WASHINGTON (Reuters) – Last week’s jobs report showed an unemployment rate of 4.1%, near the level considered full employment, and employers adding jobs faster than needed to account for population growth. This confirms that although the US labor market is slowing, it remains strong. Atlanta Fed President Rafael Bostic said Tuesday.
“Most people were fully employed before the pandemic,” Bostic said in a meeting with foreign consular officials based in Atlanta, referring to the unemployment rate, which has risen from a low of 4% last year. “We are actually moving to the situation we thought we would be in,” he said.
“The labor market is certainly slowing down, but it’s not slowing down,” he said, adding that monthly job creation is “pretty solid.”
U.S. employers added 254,000 salaried jobs in September.

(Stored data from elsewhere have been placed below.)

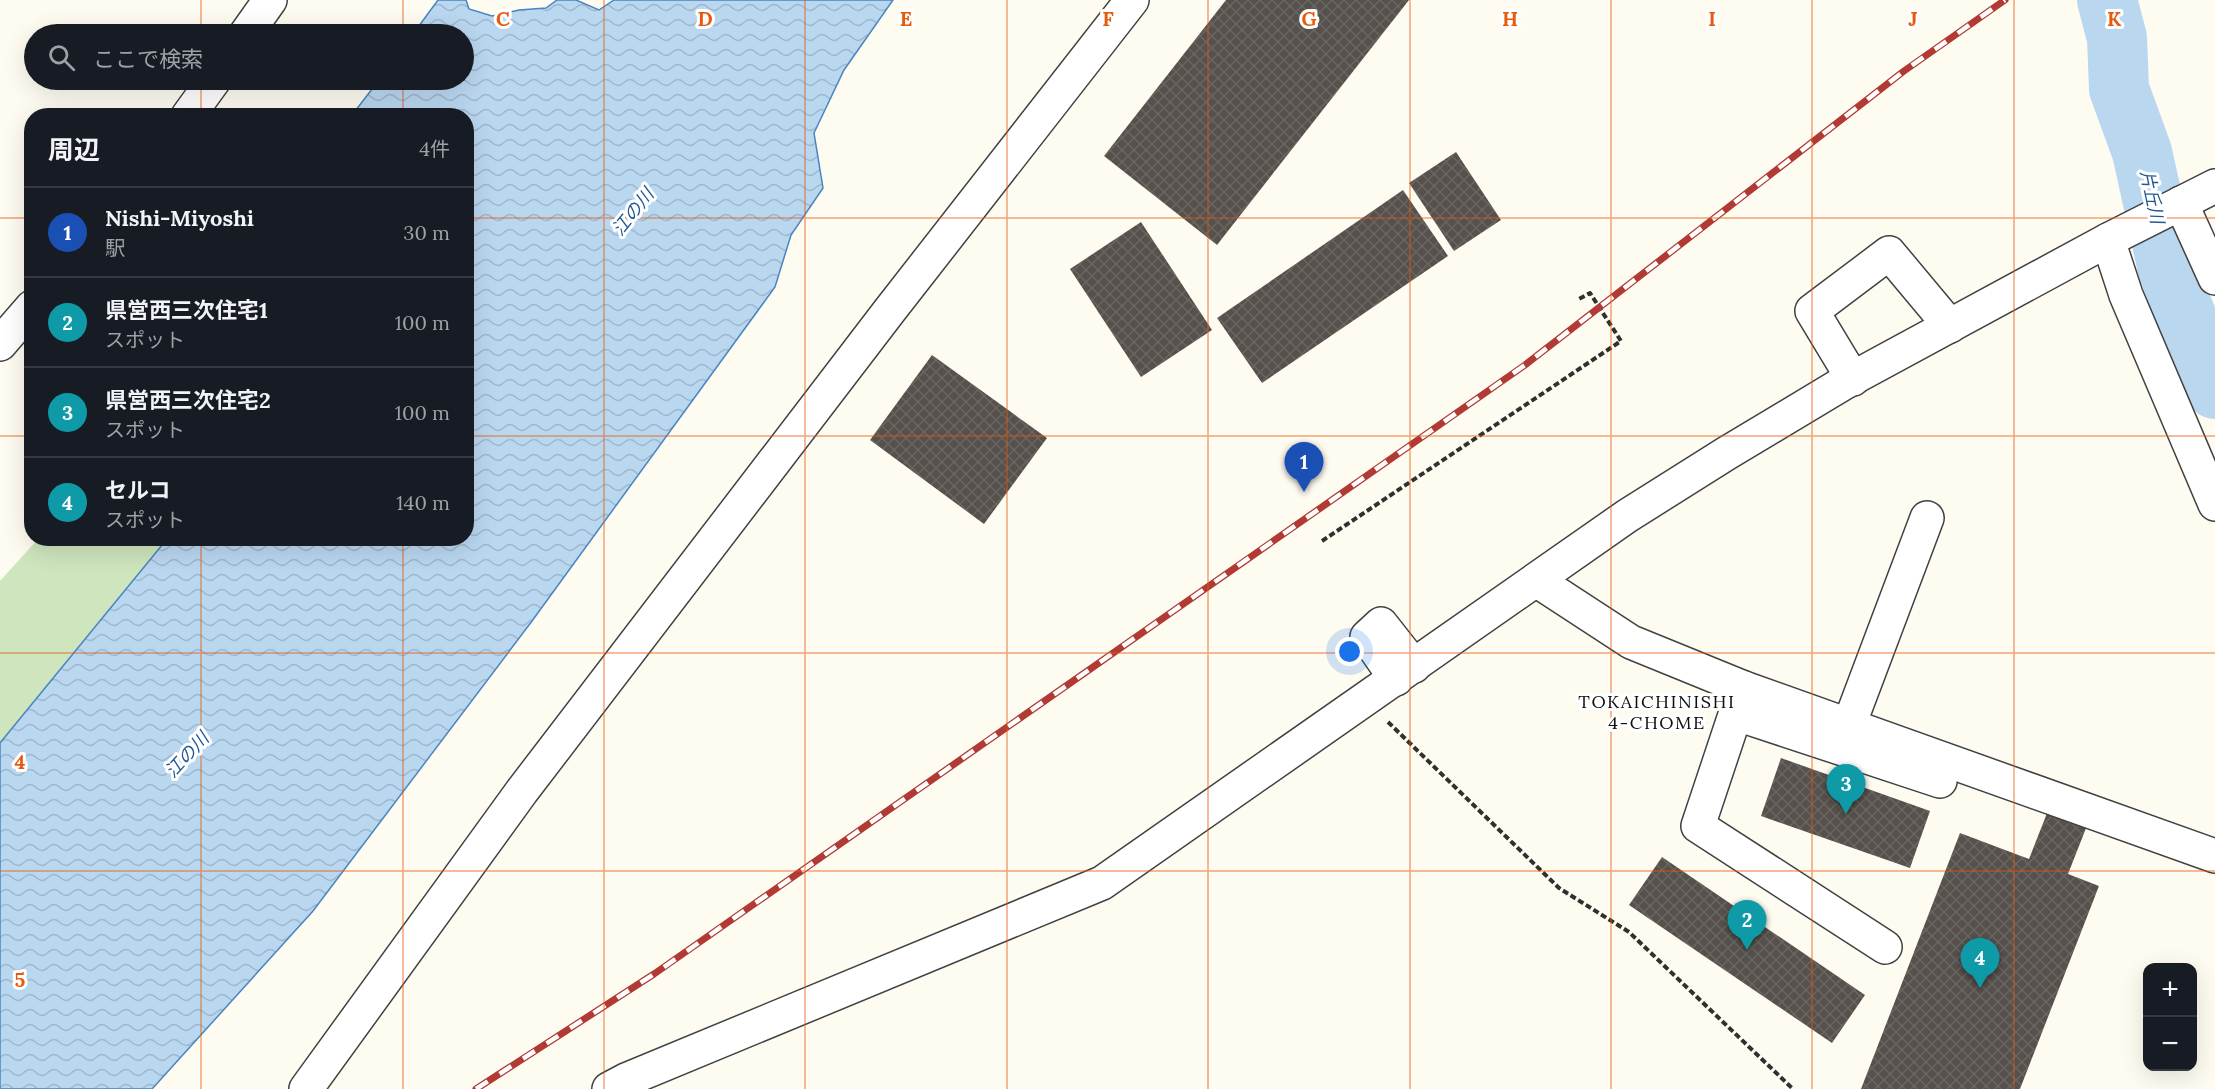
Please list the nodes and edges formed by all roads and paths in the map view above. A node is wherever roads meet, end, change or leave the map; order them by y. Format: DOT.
graph roads {
  1 [pos="270,0"];
  2 [pos="1132,0"];
  3 [pos="253,24"];
  4 [pos="207,90"];
  5 [pos="194,108"];
  6 [pos="2215,186"];
  7 [pos="2181,202"];
  8 [pos="2108,240"];
  9 [pos="2215,278"];
  10 [pos="1577,300"];
  11 [pos="1950,326"];
  12 [pos="1853,379"];
  13 [pos="2215,504"];
  14 [pos="1927,518"];
  15 [pos="1322,541"];
  16 [pos="1536,580"];
  17 [pos="1365,700"];
  18 [pos="1741,701"];
  19 [pos="1849,725"];
  20 [pos="1940,782"];
  21 [pos="2215,856"];
  22 [pos="1885,947"];
  23 [pos="306,1089"];
  24 [pos="609,1089"];
  25 [pos="1793,1089"];
  1 -- 3 [label="street"];
  2 -- 23 [label="street"];
  4 -- 5 [label="street"];
  6 -- 7 [label="street"];
  7 -- 8 [label="street"];
  7 -- 9 [label="street"];
  8 -- 11 [label="street"];
  8 -- 13 [label="street"];
  10 -- 15 [label="path"];
  11 -- 12 [label="street"];
  11 -- 12 [label="street"];
  12 -- 16 [label="street"];
  14 -- 19 [label="street"];
  16 -- 17 [label="street"];
  16 -- 18 [label="street"];
  17 -- 24 [label="street"];
  17 -- 25 [label="path"];
  18 -- 19 [label="street"];
  18 -- 20 [label="street"];
  18 -- 22 [label="street"];
  19 -- 21 [label="street"];
}
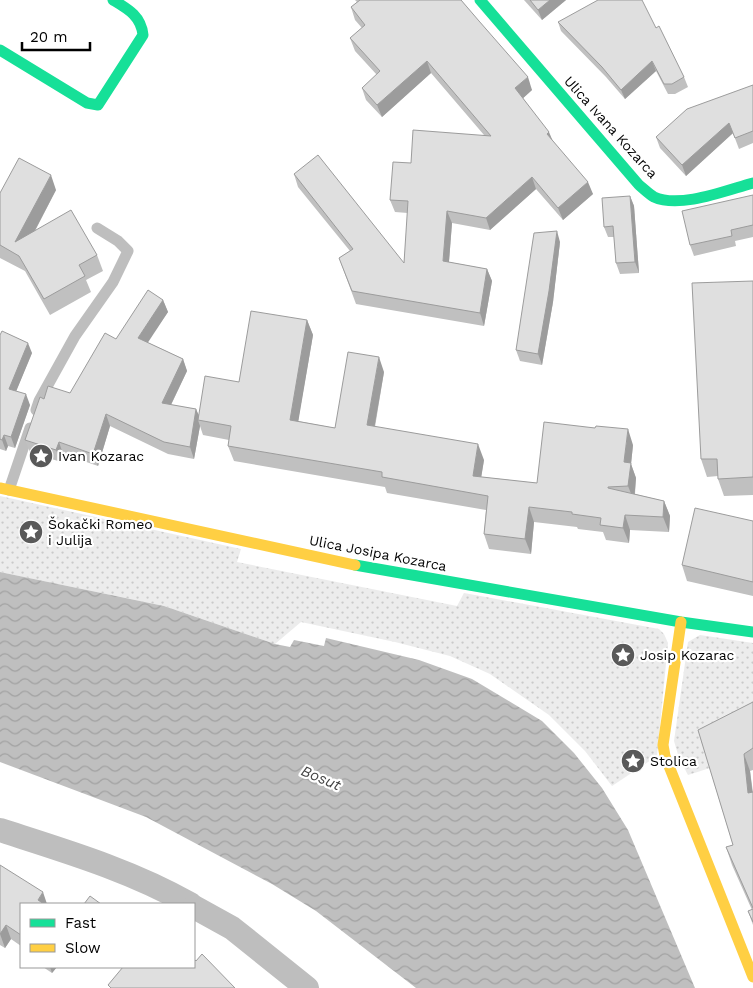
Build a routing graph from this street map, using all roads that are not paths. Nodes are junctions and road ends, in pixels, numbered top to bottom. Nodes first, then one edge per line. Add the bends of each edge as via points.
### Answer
1 (112, 0) edge
2 (480, 0) edge
3 (0, 50) edge
4 (753, 183) edge
5 (97, 228) dead end
6 (5, 489) edge
7 (681, 622) junction
8 (753, 632) edge
9 (0, 830) edge
10 (188, 903) edge
11 (195, 907) edge
12 (753, 977) edge
13 (307, 988) edge

1 - 3 street via 137,16 143,26 143,35 98,106 87,103
2 - 4 street, Ulica Ivana Kozarca via 639,185 656,197 670,200 694,198
5 - 6 lane via 118,240 128,251 113,282 75,336 39,401
6 - 7 street, Ulica Josipa Kozarca via 351,565
7 - 8 street, Ulica Josipa Kozarca
7 - 12 street via 663,745 665,756
9 - 10 street via 95,861
11 - 13 street via 232,928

Bostic said if the number of employees falls below 100,000 per month, he would wonder whether the Fed should consider cutting interest rates sooner than planned.
Instead, job growth in September was stronger than expected and the previous month’s numbers were revised upwards, leading traders to expect the Fed to cut its benchmark interest rate by just a quarter of a percentage point at its Nov. 6-7 meeting. Ta.
Meanwhile, the Atlanta Fed president said inflation remains too high, with one key measure currently at 2.6%.
“We have to get back to the 2% goal,” Bostic said. “It’s too high… It’s still a long way off and I want people to understand that I’m still focused on the inflation target.”